La medida busca acelerar proyectos binacionales, fortalecer la integración logística y abrir nuevas oportunidades de inversión, empleo y desarrollo económico entre ambos países.
Chile y Argentina acordaron reactivar la Comisión Administradora del Tratado de Integración y Complementación Minera, mecanismo binacional que permanecía con baja actividad y que ahora vuelve a instalarse como pieza estratégica para el desarrollo de inversiones mineras en la cordillera.
El anuncio fue realizado durante la Expo San Juan Minera 2026, donde el subsecretario de Minería de Chile, Álvaro González, se reunió con el secretario de Minería argentino, Luis Lucero, confirmando que las sesiones oficiales del organismo se retomarán el próximo 7 de julio en Buenos Aires.
La reactivación del tratado firmado en 1997 apunta a acelerar el análisis y ejecución de proyectos mineros fronterizos, varios de ellos vinculados a cobre, oro y minerales estratégicos, en momentos donde Sudamérica busca posicionarse como actor clave en la transición energética global.
El acuerdo no solo tiene implicancias mineras. También abre oportunidades en infraestructura, transporte, servicios logísticos, empleo especializado y comercio exterior, especialmente para regiones cordilleranas que podrían transformarse en corredores de integración económica.
Desde el gobierno chileno sostienen que existe una oportunidad concreta para potenciar la experiencia operativa e infraestructura nacional asociada a puertos, servicios mineros y cadenas logísticas vinculadas a la exportación.
“Observamos la oportunidad de avanzar en importantes desafíos de cooperación e integración en el ámbito minero”, afirmó el subsecretario Álvaro González.
Uno de los puntos centrales del tratado es que permite desarrollar proyectos bajo reglas coordinadas entre ambos países, facilitando materias tributarias, aduaneras, laborales y de conectividad, aspectos considerados críticos para inversiones de gran escala.
Analistas del sector han advertido que la falta de coordinación institucional y la lentitud administrativa habían frenado durante años varios proyectos binacionales de alto potencial económico.

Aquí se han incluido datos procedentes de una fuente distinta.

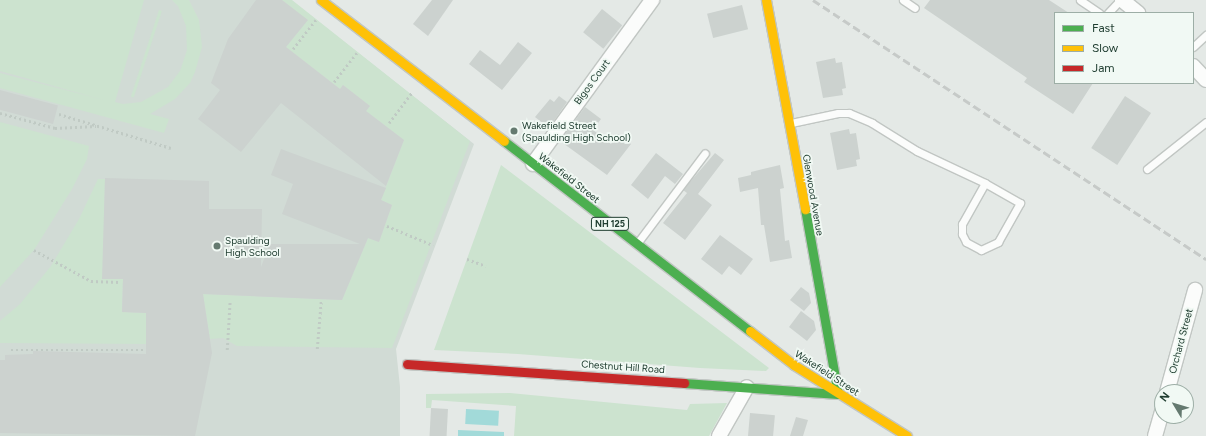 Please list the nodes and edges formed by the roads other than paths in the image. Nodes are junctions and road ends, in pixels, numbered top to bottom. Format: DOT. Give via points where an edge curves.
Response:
graph roads {
  1 [pos="321,0"];
  2 [pos="652,0"];
  3 [pos="766,0"];
  4 [pos="903,0"];
  5 [pos="1080,0"];
  6 [pos="1121,0"];
  7 [pos="915,8"];
  8 [pos="1098,12"];
  9 [pos="1109,12"];
  10 [pos="1137,12"];
  11 [pos="1206,35"];
  12 [pos="1194,46"];
  13 [pos="1194,67"];
  14 [pos="1206,80"];
  15 [pos="1206,122"];
  16 [pos="790,123"];
  17 [pos="705,153"];
  18 [pos="533,164"];
  19 [pos="1147,169"];
  20 [pos="985,183"];
  21 [pos="636,244"];
  22 [pos="1195,290"];
  23 [pos="407,364"];
  24 [pos="1169,384"];
  25 [pos="748,388"];
  26 [pos="838,394"];
  27 [pos="1158,424"];
  28 [pos="719,436"];
  29 [pos="907,436"];
  30 [pos="1155,436"];
  1 -- 18 [label="street, Wakefield Street / NH 125"];
  2 -- 18 [label="street, Bigos Court"];
  3 -- 16 [label="street, Glenwood Avenue"];
  4 -- 7 [label="lane"];
  5 -- 8 [label="lane"];
  6 -- 9 [label="lane"];
  6 -- 10 [label="street"];
  11 -- 12 [label="lane"];
  13 -- 14 [label="street"];
  15 -- 19 [label="lane"];
  16 -- 20 [label="lane" via="838,113 849,114 872,123 917,151"];
  16 -- 26 [label="street, Glenwood Avenue"];
  17 -- 21 [label="lane"];
  18 -- 21 [label="street, Wakefield Street / NH 125"];
  20 -- 20 [label="lane" via="1020,203 998,242 981,250 966,242 962,234 962,224"];
  21 -- 26 [label="street, Wakefield Street / NH 125" via="794,365"];
  22 -- 24 [label="street, Orchard Street"];
  23 -- 25 [label="street, Chestnut Hill Road"];
  25 -- 26 [label="street, Chestnut Hill Road"];
  25 -- 28 [label="street"];
  26 -- 29 [label="street, Wakefield Street / NH 125"];
  27 -- 30 [label="street"];
} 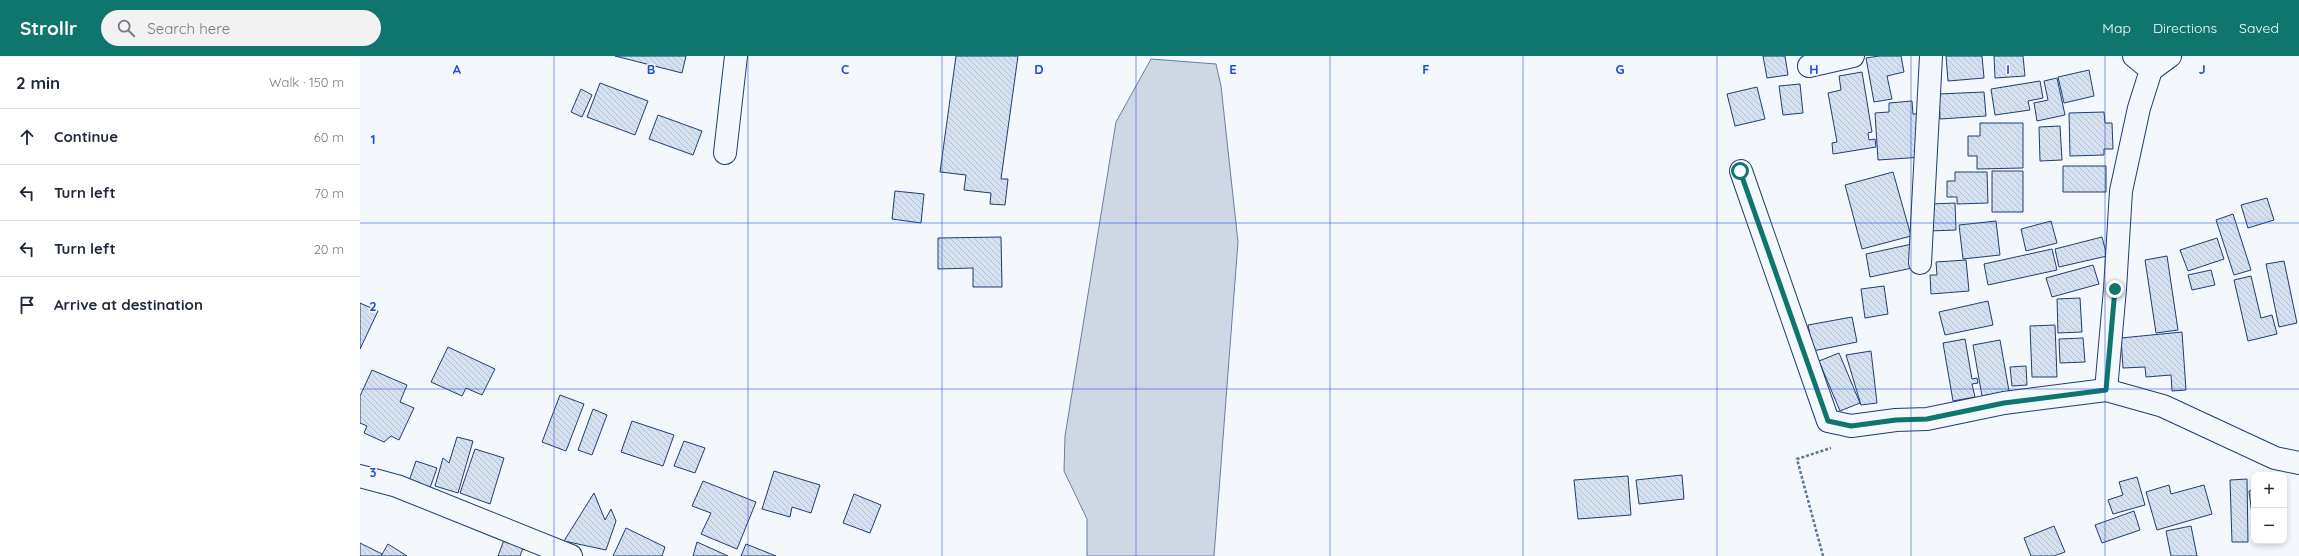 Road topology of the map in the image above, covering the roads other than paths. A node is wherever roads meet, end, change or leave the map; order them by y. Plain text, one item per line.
1 (736, 56) edge
2 (1853, 56) edge
3 (1931, 56) edge
4 (2134, 56) edge
5 (2170, 56) edge
6 (1809, 66) dead end
7 (2151, 70) junction
8 (725, 154) dead end
9 (1740, 171) dead end
10 (1920, 263) dead end
11 (2106, 390) junction
12 (2299, 463) edge
13 (360, 476) edge
14 (571, 556) edge

1 - 8 street
2 - 6 street
3 - 10 street
4 - 7 street
5 - 7 street
7 - 11 street
9 - 11 street
11 - 12 street
13 - 14 street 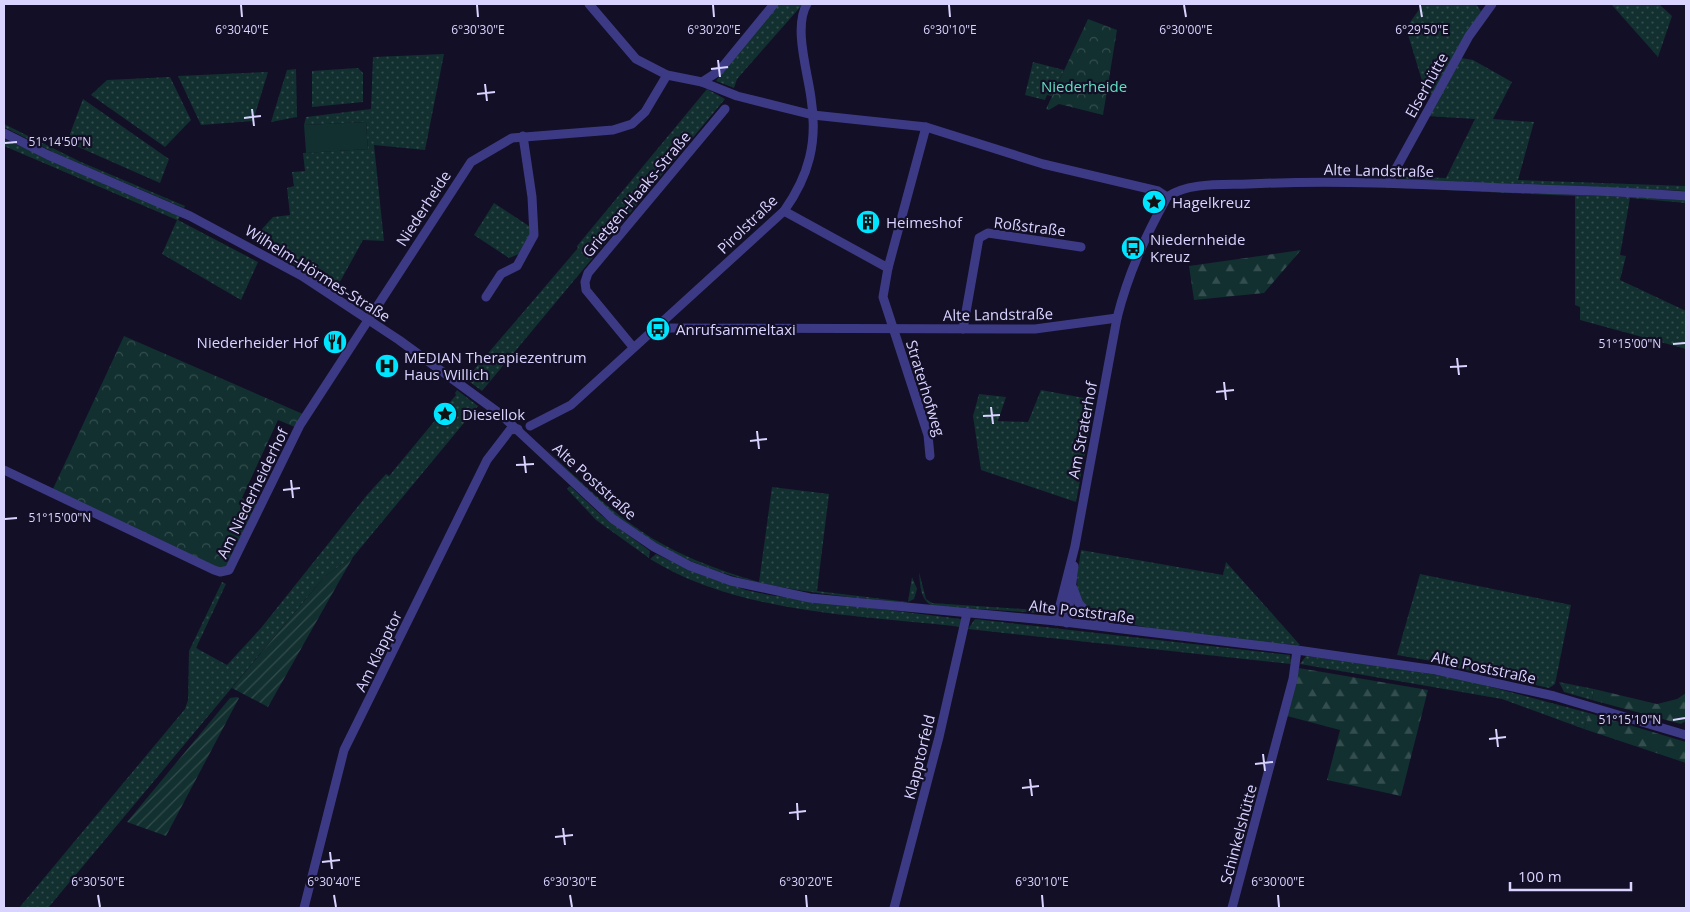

Por ello, la reactivación de la comisión es vista como una señal política y económica orientada a entregar mayor certeza regulatoria a inversionistas, en un escenario donde la competencia global por atraer capital minero se ha intensificado.
Durante su visita a San Juan, las autoridades chilenas también sostuvieron reuniones con representantes de proyectos fronterizos actualmente en trámite o con protocolos vigentes bajo el tratado.
El acuerdo binacional es considerado uno de los instrumentos de integración minera más avanzados de América Latina y vuelve a cobrar relevancia en un contexto marcado por el aumento de la demanda mundial de minerales críticos para electromovilidad, energías renovables y tecnologías de almacenamiento energético.